= European Moldova National Assembly =

Pro-European rally held in Chișinău, Moldova, on 21 May 2023

The European Moldova National Assembly (Adunarea Națională "Moldova Europeană") was a pro-European rally held on 21 May 2023 at the Great National Assembly Square in Chișinău, Moldova. Organized by the Moldovan government, it had 70,000 to 100,000 participants and counted with the participation of the President of Moldova Maia Sandu, the President of the European Parliament Roberta Metsola and various Moldovan public figures. The Moldovan diaspora also took actions in support of the assembly. The most important resolutions of the assembly were a commitment to join the European Union (EU) by 2030, a consolidation of this project as a state objective of Moldova and a possible start of accession negotiations with the EU before the end of 2023.

The rally was boycotted by opposition parties, with even some pro-European parties regarding the assembly as an electoral rally of the ruling Party of Action and Solidarity (PAS). On the same day, the opposition Șor Party organized counter-rallies in Orhei, Comrat and Bălți, calling for a referendum on Moldova's foreign policy.

==History==
===Preparation===
On 10 April 2023, President of Moldova Maia Sandu announced that a large pro-European rally was being organized to take place at the Great National Assembly Square in Chișinău, Moldova, on 21 May 2023. She said this was "to tell the world that we are Europeans" and to respond to "those who ask what do the Moldovans want".

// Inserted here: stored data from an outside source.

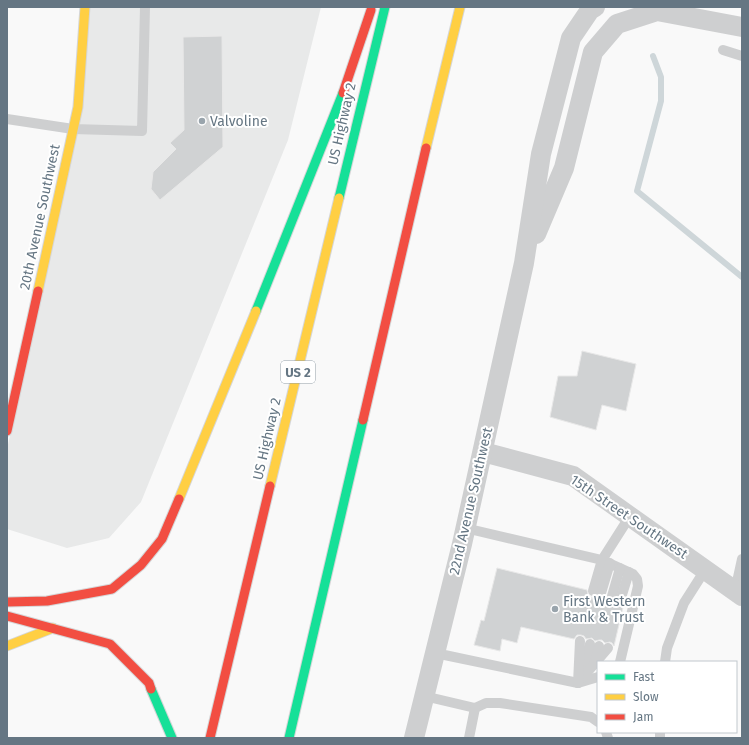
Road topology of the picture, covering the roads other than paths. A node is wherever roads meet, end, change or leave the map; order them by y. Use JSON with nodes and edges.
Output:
{"nodes":[{"id":1,"x":84,"y":7,"type":"edge"},
{"id":2,"x":145,"y":7,"type":"edge"},
{"id":3,"x":372,"y":7,"type":"edge"},
{"id":4,"x":385,"y":7,"type":"edge"},
{"id":5,"x":460,"y":7,"type":"edge"},
{"id":6,"x":595,"y":7,"type":"edge"},
{"id":7,"x":742,"y":27,"type":"edge"},
{"id":8,"x":723,"y":50,"type":"dead end"},
{"id":9,"x":742,"y":56,"type":"edge"},
{"id":10,"x":7,"y":119,"type":"edge"},
{"id":11,"x":73,"y":129,"type":"junction"},
{"id":12,"x":524,"y":263,"type":"junction"},
{"id":13,"x":7,"y":431,"type":"edge"},
{"id":14,"x":483,"y":452,"type":"junction"},
{"id":15,"x":630,"y":516,"type":"junction"},
{"id":16,"x":465,"y":528,"type":"junction"},
{"id":17,"x":742,"y":559,"type":"edge"},
{"id":18,"x":606,"y":561,"type":"junction"},
{"id":19,"x":625,"y":570,"type":"junction"},
{"id":20,"x":705,"y":570,"type":"junction"},
{"id":21,"x":597,"y":592,"type":"dead end"},
{"id":22,"x":738,"y":594,"type":"edge"},
{"id":23,"x":617,"y":597,"type":"dead end"},
{"id":24,"x":7,"y":602,"type":"edge"},
{"id":25,"x":7,"y":616,"type":"edge"},
{"id":26,"x":53,"y":628,"type":"junction"},
{"id":27,"x":7,"y":646,"type":"edge"},
{"id":28,"x":435,"y":653,"type":"junction"},
{"id":29,"x":620,"y":661,"type":"edge"},
{"id":30,"x":665,"y":661,"type":"edge"},
{"id":31,"x":597,"y":677,"type":"edge"},
{"id":32,"x":578,"y":683,"type":"junction"},
{"id":33,"x":424,"y":696,"type":"junction"},
{"id":34,"x":475,"y":708,"type":"junction"},
{"id":35,"x":597,"y":721,"type":"edge"},
{"id":36,"x":172,"y":738,"type":"edge"},
{"id":37,"x":210,"y":738,"type":"edge"},
{"id":38,"x":289,"y":738,"type":"edge"},
{"id":39,"x":414,"y":738,"type":"edge"},
{"id":40,"x":469,"y":738,"type":"edge"}],
"edges":[{"from":1,"to":11,"type":"main road","name":"20th Avenue Southwest"},
{"from":2,"to":11,"type":"lane"},
{"from":3,"to":24,"type":"main road"},
{"from":4,"to":37,"type":"main road","name":"US Highway 2","number":"US 2"},
{"from":5,"to":38,"type":"main road"},
{"from":6,"to":12,"type":"street","name":"22nd Avenue Southwest"},
{"from":7,"to":12,"type":"street","name":"22nd Avenue Southwest"},
{"from":8,"to":9,"type":"lane"},
{"from":10,"to":11,"type":"lane"},
{"from":11,"to":13,"type":"main road","name":"20th Avenue Southwest"},
{"from":12,"to":14,"type":"street","name":"22nd Avenue Southwest"},
{"from":14,"to":15,"type":"street","name":"15th Street Southwest"},
{"from":14,"to":16,"type":"street","name":"22nd Avenue Southwest"},
{"from":15,"to":18,"type":"lane"},
{"from":15,"to":20,"type":"street","name":"15th Street Southwest"},
{"from":16,"to":18,"type":"lane"},
{"from":16,"to":28,"type":"street","name":"22nd Avenue Southwest"},
{"from":17,"to":22,"type":"lane"},
{"from":18,"to":19,"type":"lane"},
{"from":18,"to":21,"type":"lane"},
{"from":19,"to":23,"type":"lane"},
{"from":19,"to":29,"type":"lane"},
{"from":20,"to":22,"type":"street","name":"15th Street Southwest"},
{"from":20,"to":30,"type":"lane"},
{"from":25,"to":26,"type":"main road"},
{"from":26,"to":27,"type":"main road"},
{"from":26,"to":36,"type":"main road"},
{"from":28,"to":32,"type":"lane"},
{"from":28,"to":33,"type":"street","name":"22nd Avenue Southwest"},
{"from":31,"to":32,"type":"lane"},
{"from":32,"to":32,"type":"lane"},
{"from":33,"to":34,"type":"lane"},
{"from":33,"to":39,"type":"street","name":"22nd Avenue Southwest"},
{"from":34,"to":35,"type":"lane"},
{"from":34,"to":40,"type":"lane"}]}
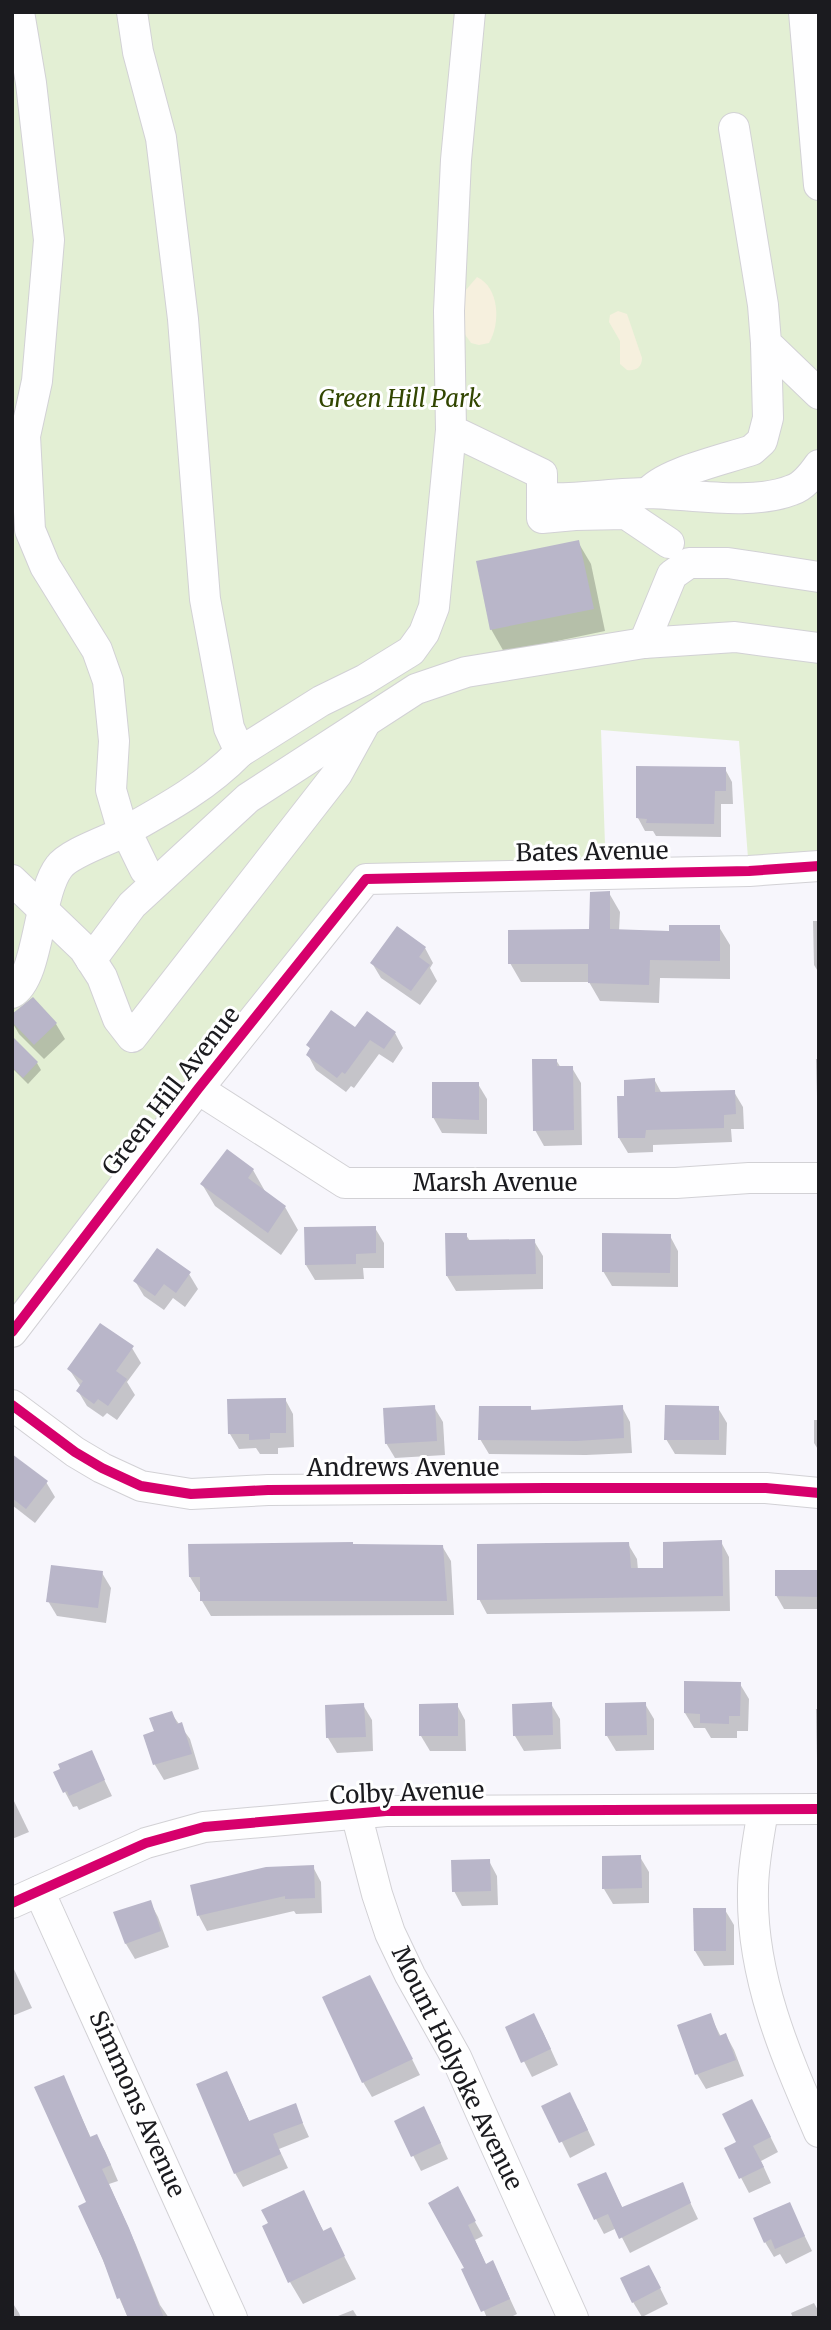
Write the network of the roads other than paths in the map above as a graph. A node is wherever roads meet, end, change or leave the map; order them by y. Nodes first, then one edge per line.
1 (19, 12) edge
2 (132, 12) edge
3 (470, 12) edge
4 (804, 12) edge
5 (734, 128) dead end
6 (819, 185) edge
7 (766, 343) junction
8 (819, 394) edge
9 (452, 430) junction
10 (819, 465) edge
11 (648, 494) junction
12 (542, 498) junction
13 (670, 543) dead end
14 (819, 577) edge
15 (643, 643) junction
16 (819, 648) edge
17 (366, 721) junction
18 (240, 752) junction
19 (126, 831) junction
20 (819, 866) edge
21 (145, 870) dead end
22 (366, 878) joint
23 (12, 880) edge
24 (44, 908) junction
25 (92, 960) junction
26 (12, 993) edge
27 (198, 1089) junction
28 (819, 1178) edge
29 (12, 1332) edge
30 (12, 1405) edge
31 (819, 1493) edge
32 (819, 1809) edge
33 (763, 1810) junction
34 (356, 1813) junction
35 (39, 1891) junction
36 (12, 1903) edge
37 (819, 2132) edge
38 (232, 2318) edge
39 (573, 2318) edge

1 - 19 street
2 - 18 street
3 - 9 street
4 - 6 street
5 - 7 street
7 - 8 street
7 - 11 street
9 - 12 street
9 - 18 street
10 - 11 street
11 - 12 street
12 - 13 street
14 - 15 street
15 - 16 street
15 - 17 street
17 - 25 street
17 - 25 street
18 - 19 street
19 - 21 street
19 - 24 street
20 - 22 street, Bates Avenue
22 - 27 street, Green Hill Avenue
23 - 24 street
24 - 25 street
24 - 26 street
27 - 28 street, Marsh Avenue
27 - 29 street, Green Hill Avenue
30 - 31 street, Andrews Avenue
32 - 33 street, Colby Avenue
33 - 34 street, Colby Avenue
33 - 37 street
34 - 35 street, Colby Avenue
34 - 39 street, Mount Holyoke Avenue
35 - 36 street, Colby Avenue
35 - 38 street, Simmons Avenue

The Dignity and Truth Platform, a pro-European party and former ally of the then ruling Party of Action and Solidarity (PAS), accused the government of trying to exploit the theme of European integration for its own gain, claiming the assembly was meant to restore the falling approval ratings of the PAS in anticipation of the local elections later that year. The government refused to disclose the costs of the event beforehand, later revealing in July that it had spent 1 million lei of public funds to distribute 4,000 flags to the participants. Additionally, three orchestras participating in the event, including one led by the brother of a PAS deputy, received 100,000 lei each, while other artists were paid between 5,000 and 90,000 lei. Notably, the choir of the public broadcaster, Teleradio-Moldova, only received 5,000 lei for its 30 members. Total costs were estimated by the government at 4.7 million lei. Through a decision by the Commission for Extraordinary Situations, the government prevented opposition parties from holding counter-rallies, even though these parties had already obtained authorization for them a long time before.

===Day of the assembly===
Estimates of the participants vary. According to the Moldovan Police, between 75,000 and 80,000 participated in the day's events. The press office of the European Parliament mentioned a lower figure of 70,000, while Moldovan journalist Vitalie Călugăreanu of Deutsche Welle claimed a figure of 100,000, which would have been double what the state authorities had estimated. The Șor Party claimed that 60,000 people participated in the counter-protests it organized throughout the country. Although the police declared no incidents took place during the day in Chișinău, journalists of Radio Free Europe witnessed an anti-government protest organized at one of the city's entrances.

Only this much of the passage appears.